This  theme  was  included  in  the  provisional  program  of  work of the PSC for September on the initiation of Morocco  as  Chair  of  the  PSC  for  the  month.  After  the  draft concept note was initiated, it was circulated to the Committee  of  Experts  for  their  inputs  and  adoption  before it was submitted to the PSC to guide the drafting and review of the communique of the session.

The session draws on relevant instruments in which the interface between peace and security and development has been specified. Accordingly, reference is made to the preamble of the AU Constitutive Act acknowledging the need  to  promote  peace,  security  and  stability  as  a  prerequisite for the implementation of our development and integration agenda. More directly, specific reference is  made  to  the  relevant  provisions  of  the  PSC  Protocol  notably Article 3(a) and Article 4(d) with the later specifying the interdependence between socio‐economic development  and  the  security  of  peoples  and  States  as  one of the principles that guide the work of the PSC.

Beyond  examining  the  nexus  between  peace  and  security and development, the session also puts a spotlight  on  the  security‐heavy  character  of  AU’s  peace  and security initiatives. It means that inadequate attention  is  paid  to  the  development  dimension.  In  foregrounding the development dimension of conflicts, the session emphasizes the need for paying attention in AU’s  peace  and  security  interventions  to  the  socio‐economic factors that propel and fuel conflicts and instability.  Reference  is  also  made  to  how  the  socio‐economic dimension intersects with lack of good governance,  weakness  of  state  institutions,  organized  crime and environmental degradation in compounding insecurity.

The  session  also  highlights  how  the  absence  of  socio‐economic development undermines peace processes at times  leading  to  the  relapse  of  post‐conflict  countries  back to conflict. This underscores the critical importance of  post‐conflict  reconstruction  and  development interventions  paying  particular  attention  to  social,  economic and political inclusion of conflict affected and vulnerable  groups  and  the  creation  of  spaces  for  socio‐economic opportunities.
The  concept  note  states  that  ‘social  and  economic  discontent, combined with general access to media and social  network,  give  rise  to  higher  expectations  which  governments cannot satisfy, and make a source of tension  that  cannot  be  neglected’.  Indeed,  as  the  emergence in recent years of protests and riots as the dominant  forms  of  crisis  events  in  Africa  shows,  poorly  distributed wealth and lack of sufficient jobs, opportunities  and  freedoms,  particularly  for  a  large  youth population, can also increase the risk of instability.

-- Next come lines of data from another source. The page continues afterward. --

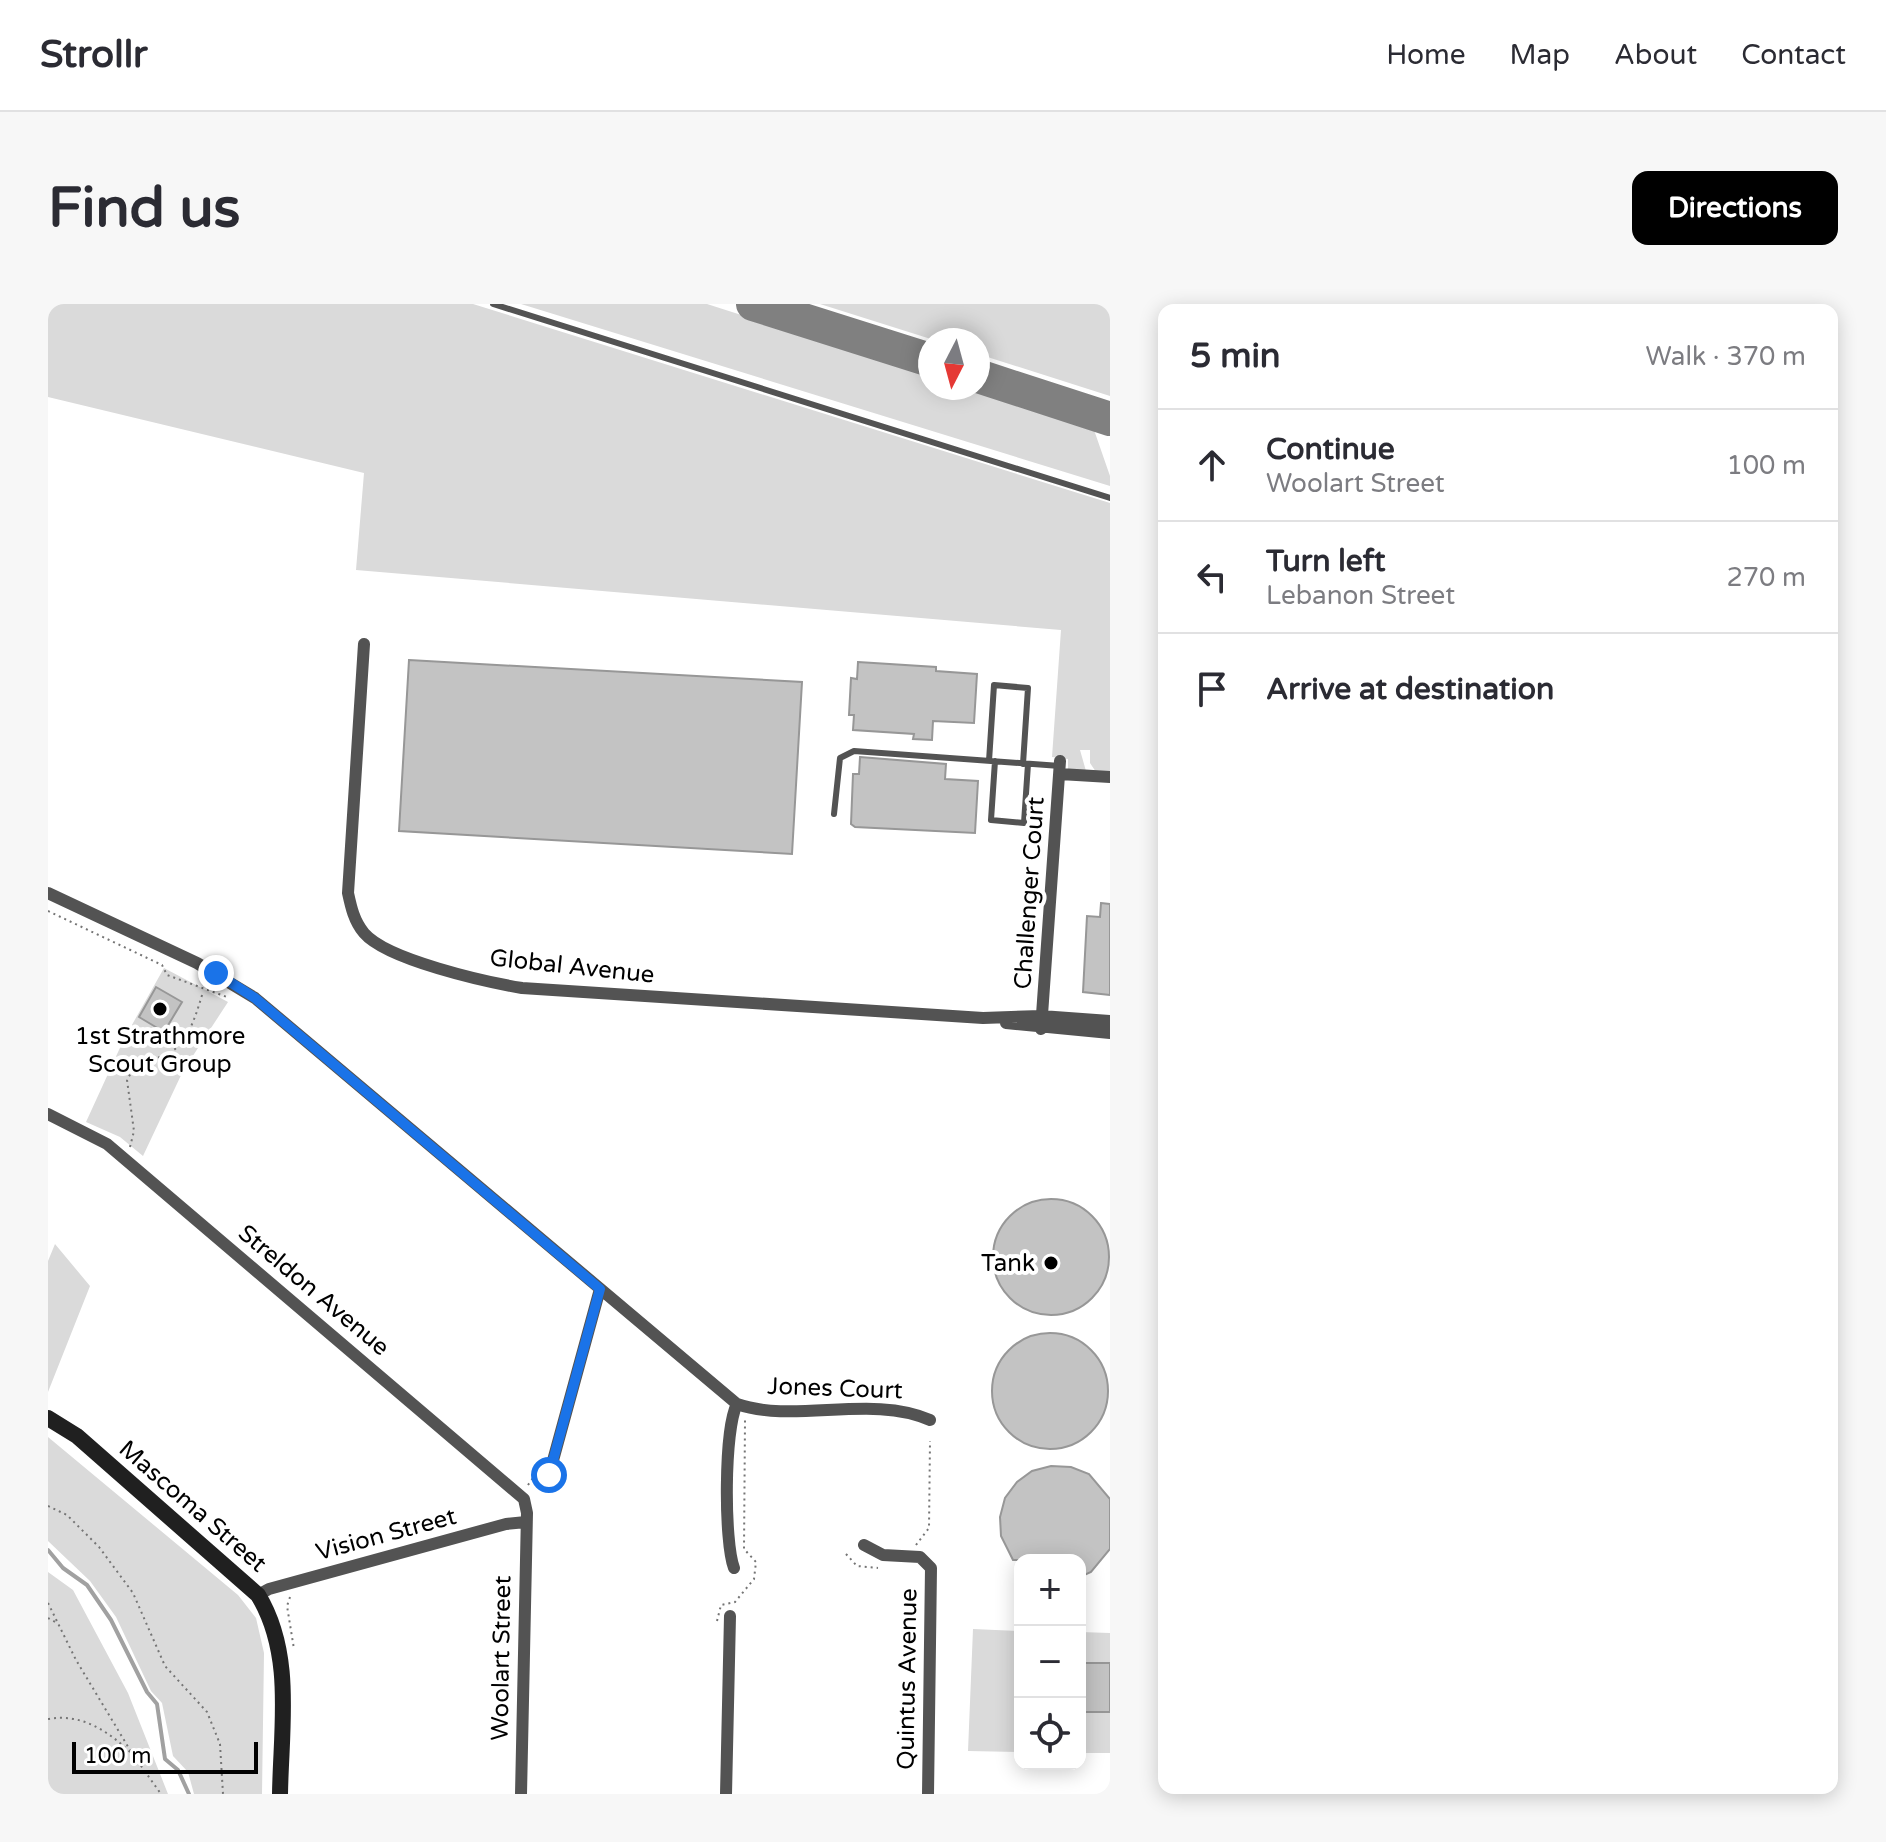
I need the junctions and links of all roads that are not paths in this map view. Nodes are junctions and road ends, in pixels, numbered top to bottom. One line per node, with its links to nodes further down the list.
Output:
1 (493, 304): 2 (lane)
2 (1110, 498)
3 (364, 644): 11 (street, Global Avenue)
4 (992, 761): 5 (lane); 5 (lane); 5 (lane); 8 (lane)
5 (1026, 764): 6 (lane)
6 (1060, 767): 7 (street); 11 (street, Challenger Court)
7 (1110, 777)
8 (834, 814)
9 (48, 893): 14 (street)
10 (1110, 1021): 11 (street, Global Avenue)
11 (1041, 1022): 12 (street, Global Avenue)
12 (1110, 1033)
13 (48, 1114): 19 (street, Streldon Avenue)
14 (600, 1289): 15 (street); 18 (street)
15 (735, 1409): 17 (street, Jones Court); 21 (street)
16 (48, 1418): 22 (main road, Mascoma Street)
17 (930, 1420)
18 (549, 1475)
19 (526, 1522): 22 (street, Vision Street); 25 (street, Woolart Street)
20 (864, 1545): 27 (street, Quintus Avenue)
21 (734, 1568)
22 (258, 1595): 24 (main road, Mascoma Street)
23 (730, 1616): 26 (street)
24 (280, 1794)
25 (521, 1794)
26 (726, 1794)
27 (928, 1794)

It  would  be  of  interest  for  the  members  of  the  PSC  to  further assess how best to pursue this theme of the nexus  between  peace  and  security  and  development  within the framework of the mandate of the PSC. At one level, this pertains to the question of how the issues that this  theme  raises  can  be  integrated  into  the  conflict  prevention, management, resolution and post‐conflict reconstruction  tools  and  interventions  of  the  AU  including with respect to specific country or regional conflict  situations.  It  is  expected  that  some  countries  notably Kenya may make reference to global initiatives such as most notably the 2030 Sustainable Development Agenda.

Additionally, another practical consideration for pursuing this  theme  relates  to  developing  approaches  for  both  tapping into the role of development actors including businesses  and  mobilizing  the  use  of  development interventions to leverage peace processes. This obviously necessitates  not  only  identifying  the  role  of  AU  institutions particularly the specialized agencies and partner  entities  such  as  the  African  Development  Bank  and the UN Economic Community for Africa as well as the  UN  Peace  Building  Commission  for  whom  development is their core mandate but also articulating the  strategies  for  activating  and  strategically  deploying  their role.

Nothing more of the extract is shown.